▶ **TASK ITEM**: Copy all lines below containing "шоссе".

(Stored items)
-------

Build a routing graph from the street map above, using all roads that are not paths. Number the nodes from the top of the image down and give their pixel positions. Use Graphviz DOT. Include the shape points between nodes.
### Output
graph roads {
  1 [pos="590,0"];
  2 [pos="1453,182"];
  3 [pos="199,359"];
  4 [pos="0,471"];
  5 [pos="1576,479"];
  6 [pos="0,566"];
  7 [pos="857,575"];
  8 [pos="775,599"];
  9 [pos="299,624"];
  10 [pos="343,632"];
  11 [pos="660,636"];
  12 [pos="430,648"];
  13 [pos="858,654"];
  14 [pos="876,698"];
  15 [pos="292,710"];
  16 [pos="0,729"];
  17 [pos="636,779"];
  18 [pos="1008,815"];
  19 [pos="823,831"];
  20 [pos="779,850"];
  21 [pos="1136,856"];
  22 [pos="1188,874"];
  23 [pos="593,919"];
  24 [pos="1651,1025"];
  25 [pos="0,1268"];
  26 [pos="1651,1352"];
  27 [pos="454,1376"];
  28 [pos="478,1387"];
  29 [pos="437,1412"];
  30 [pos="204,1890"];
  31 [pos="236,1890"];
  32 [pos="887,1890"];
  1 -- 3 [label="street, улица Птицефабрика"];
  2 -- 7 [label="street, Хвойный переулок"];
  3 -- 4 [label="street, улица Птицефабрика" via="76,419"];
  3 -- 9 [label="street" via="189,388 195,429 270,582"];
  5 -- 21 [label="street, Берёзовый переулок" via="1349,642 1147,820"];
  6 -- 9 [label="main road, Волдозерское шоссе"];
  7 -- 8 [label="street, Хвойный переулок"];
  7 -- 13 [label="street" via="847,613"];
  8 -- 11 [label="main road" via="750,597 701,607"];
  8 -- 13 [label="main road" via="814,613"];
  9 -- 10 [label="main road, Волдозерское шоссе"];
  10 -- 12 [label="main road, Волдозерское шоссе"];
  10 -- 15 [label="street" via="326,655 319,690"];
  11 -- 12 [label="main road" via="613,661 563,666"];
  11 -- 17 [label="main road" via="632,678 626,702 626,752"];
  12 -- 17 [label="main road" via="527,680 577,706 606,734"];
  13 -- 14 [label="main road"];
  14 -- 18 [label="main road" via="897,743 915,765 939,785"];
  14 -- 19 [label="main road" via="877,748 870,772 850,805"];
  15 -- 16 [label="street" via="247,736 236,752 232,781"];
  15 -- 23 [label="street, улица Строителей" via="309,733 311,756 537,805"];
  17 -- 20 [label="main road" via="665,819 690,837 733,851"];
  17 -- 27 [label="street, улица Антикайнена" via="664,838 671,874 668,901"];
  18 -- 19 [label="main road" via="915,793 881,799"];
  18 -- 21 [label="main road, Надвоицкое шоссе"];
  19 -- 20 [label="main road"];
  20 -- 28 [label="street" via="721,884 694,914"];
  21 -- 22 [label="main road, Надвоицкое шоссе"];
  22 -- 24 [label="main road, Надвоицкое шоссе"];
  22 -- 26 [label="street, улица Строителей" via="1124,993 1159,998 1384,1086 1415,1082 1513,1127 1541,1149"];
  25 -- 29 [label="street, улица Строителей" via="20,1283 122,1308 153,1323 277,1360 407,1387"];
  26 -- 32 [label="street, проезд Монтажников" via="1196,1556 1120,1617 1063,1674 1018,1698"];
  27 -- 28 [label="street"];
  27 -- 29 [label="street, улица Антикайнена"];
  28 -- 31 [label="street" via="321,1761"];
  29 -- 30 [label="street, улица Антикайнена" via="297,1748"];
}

-------

▶ **ANSWER**:
  6 -- 9 [label="main road, Волдозерское шоссе"];
  9 -- 10 [label="main road, Волдозерское шоссе"];
  10 -- 12 [label="main road, Волдозерское шоссе"];
  18 -- 21 [label="main road, Надвоицкое шоссе"];
  21 -- 22 [label="main road, Надвоицкое шоссе"];
  22 -- 24 [label="main road, Надвоицкое шоссе"];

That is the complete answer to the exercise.